The agreement is a “jab in the great heavyweight fight for freight in the railroad world,” Mr. Hatch said in an interview.
“To avoid traffic through Chicago is a big plus. It’s a big boost to both companies,” he said.
The deal between the railroad companies will begin with two eastbound and two westbound mixed freight trains each as part of the new service, and will consider adding new traffic in the future, said CN Chief Marketing Officer JJ Ruest, in an interview. Roughly one-quarter of all of CN’s rail traffic goes through Chicago, according to the company.
“It’s a much higher level of cooperation that we normally have in Chicago,” Mr.

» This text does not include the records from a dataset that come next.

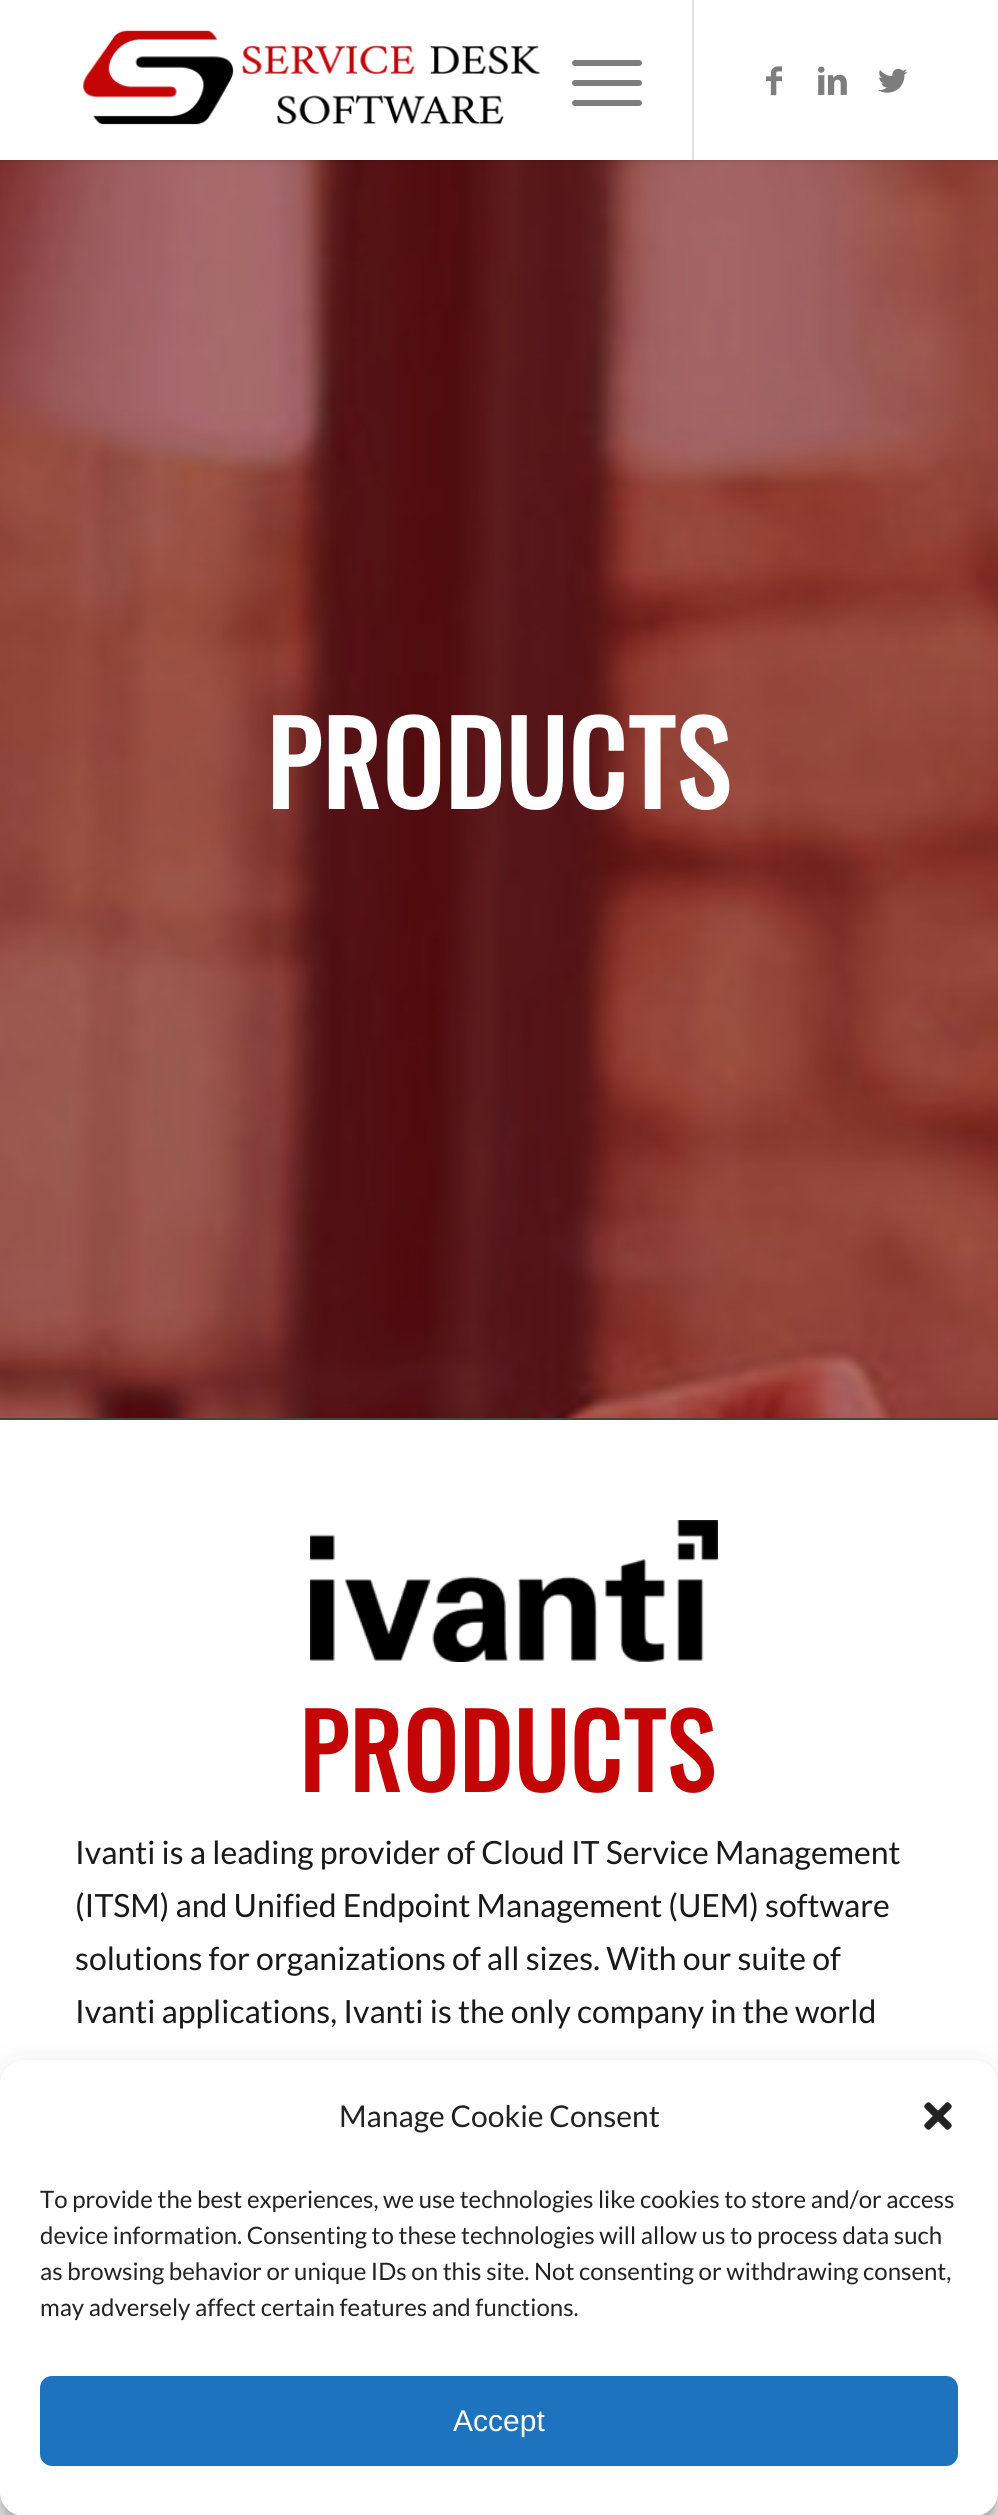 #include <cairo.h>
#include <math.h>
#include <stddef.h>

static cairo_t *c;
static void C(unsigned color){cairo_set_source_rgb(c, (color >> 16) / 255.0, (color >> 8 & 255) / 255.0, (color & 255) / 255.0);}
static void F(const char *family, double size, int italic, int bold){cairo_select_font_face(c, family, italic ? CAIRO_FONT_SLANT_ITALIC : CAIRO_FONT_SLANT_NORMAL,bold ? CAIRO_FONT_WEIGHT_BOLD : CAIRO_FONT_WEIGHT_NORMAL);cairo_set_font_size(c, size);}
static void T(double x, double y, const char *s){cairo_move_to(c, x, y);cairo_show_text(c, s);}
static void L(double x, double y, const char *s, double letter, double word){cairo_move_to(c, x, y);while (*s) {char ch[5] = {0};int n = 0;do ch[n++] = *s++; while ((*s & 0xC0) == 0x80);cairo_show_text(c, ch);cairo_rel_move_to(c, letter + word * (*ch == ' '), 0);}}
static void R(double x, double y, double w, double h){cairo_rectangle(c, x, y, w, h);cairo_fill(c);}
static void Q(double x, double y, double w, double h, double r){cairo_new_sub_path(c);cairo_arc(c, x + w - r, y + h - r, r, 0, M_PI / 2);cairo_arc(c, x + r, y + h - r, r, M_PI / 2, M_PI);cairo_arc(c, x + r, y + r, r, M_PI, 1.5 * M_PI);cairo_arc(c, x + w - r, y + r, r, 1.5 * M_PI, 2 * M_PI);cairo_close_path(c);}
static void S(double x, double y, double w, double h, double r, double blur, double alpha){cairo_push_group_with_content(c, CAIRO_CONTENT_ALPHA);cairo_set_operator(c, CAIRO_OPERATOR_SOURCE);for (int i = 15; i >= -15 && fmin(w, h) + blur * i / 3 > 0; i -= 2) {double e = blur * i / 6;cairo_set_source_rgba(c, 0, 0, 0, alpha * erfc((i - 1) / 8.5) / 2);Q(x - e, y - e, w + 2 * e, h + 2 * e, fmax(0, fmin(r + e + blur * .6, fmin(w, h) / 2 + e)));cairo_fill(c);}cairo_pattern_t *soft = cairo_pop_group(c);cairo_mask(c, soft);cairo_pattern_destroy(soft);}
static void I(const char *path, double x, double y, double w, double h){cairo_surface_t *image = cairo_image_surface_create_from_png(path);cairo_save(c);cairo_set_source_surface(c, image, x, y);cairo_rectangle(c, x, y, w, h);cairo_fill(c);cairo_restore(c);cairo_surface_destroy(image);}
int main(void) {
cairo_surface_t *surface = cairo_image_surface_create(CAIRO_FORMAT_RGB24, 998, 2515);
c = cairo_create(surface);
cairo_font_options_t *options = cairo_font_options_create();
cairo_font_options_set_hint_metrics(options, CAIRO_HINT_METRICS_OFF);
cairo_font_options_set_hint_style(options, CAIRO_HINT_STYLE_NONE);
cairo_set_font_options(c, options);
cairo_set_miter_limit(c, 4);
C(0xffffff);
cairo_paint(c);
I("5.png",0,160,998,1258);
C(0x000000);
S(-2,-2,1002,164,0,2,.1);
C(0xffffff);
R(0,0,998,160);
I("1.png",83,30,457,95);
C(0xe1e1e1);
R(692,0,2,160);
C(0x7d7d7d);
Q(572,80,70,6,3);
cairo_fill(c);
Q(572,60,70,6,3);
cairo_fill(c);
Q(572,100,70,6,3);
cairo_fill(c);
I("2.png",766,66,16,30);
I("3.png",818,66,29,29);
I("4.png",878,68,30,25);
F("Oswald",112,0,1);
C(0xffffff);
L(266,809,"PRODUCTS",2,0);
C(0x444444);
R(0,1418,998,2);
I("6.png",310,1520,408,142);
F("Oswald",100,0,1);
C(0xc30506);
L(299,1792,"PRODUCTS",2,0);
F("Lato",32,0,0);
C(0x191919);
T(75,1864,"Ivanti is a leading provider of Cloud IT Service Management");
T(75,1917,"(ITSM) and Unified Endpoint Management (UEM) software");
T(75,1970,"solutions for organizations of all sizes. With our suite of");
T(75,2023,"Ivanti applications, Ivanti is the only company in the world");
C(0x000000);
S(0,2072,998,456,24,6,.23);
S(0,2080,998,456,24,20,.19);
C(0xffffff);
Q(0,2060,998,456,24);
cairo_fill(c);
F("Lato",30,0,0);
C(0x222222);
T(339,2127,"Manage Cookie Consent");
I("7.png",924,2102,28,28);
F("Lato",24,0,0);
T(40,2208,"To provide the best experiences, we use technologies like cookies to store and/or access");
T(40,2244,"device information. Consenting to these technologies will allow us to process data such");
T(40,2280,"as browsing behavior or unique IDs on this site. Not consenting or withdrawing consent,");
T(40,2316,"may adversely affect certain features and functions.");
C(0x1e73be);
Q(41,2377,916,88,11);
cairo_fill_preserve(c);
cairo_stroke(c);
F("Liberation Sans",30,0,0);
C(0xffffff);
T(453,2431,"Accept");
cairo_surface_write_to_png(surface, "o.png");
cairo_font_options_destroy(options);
cairo_destroy(c);
cairo_surface_destroy(surface);
return 0;
}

Ruest said. “It provides faster transit times and when we get to the wintertime when Chicago becomes busier, [this deal] will help improve our consistency as well.”
CN’s move to streamline any congestion issues comes at an “intriguing” time that likely shows the railroad is trying to clear up unnecessary bottlenecks in its network as it has taken on significant growth this past year, said Steve Hansen, a rail analyst with Raymond James.
The new so-called “interline” service agreement also comes as Norfolk Southern aims to win over customers as rival CSX undergoes a major revamp of its operations after railroad industry veteran Hunter Harrison took over as CSX chief executive earlier this year.
“If we are able to improve the fluidity in Chicago, it will improve the fluidity throughout our network,” said Norfolk Southern Chief Marketing Officer Alan Shaw.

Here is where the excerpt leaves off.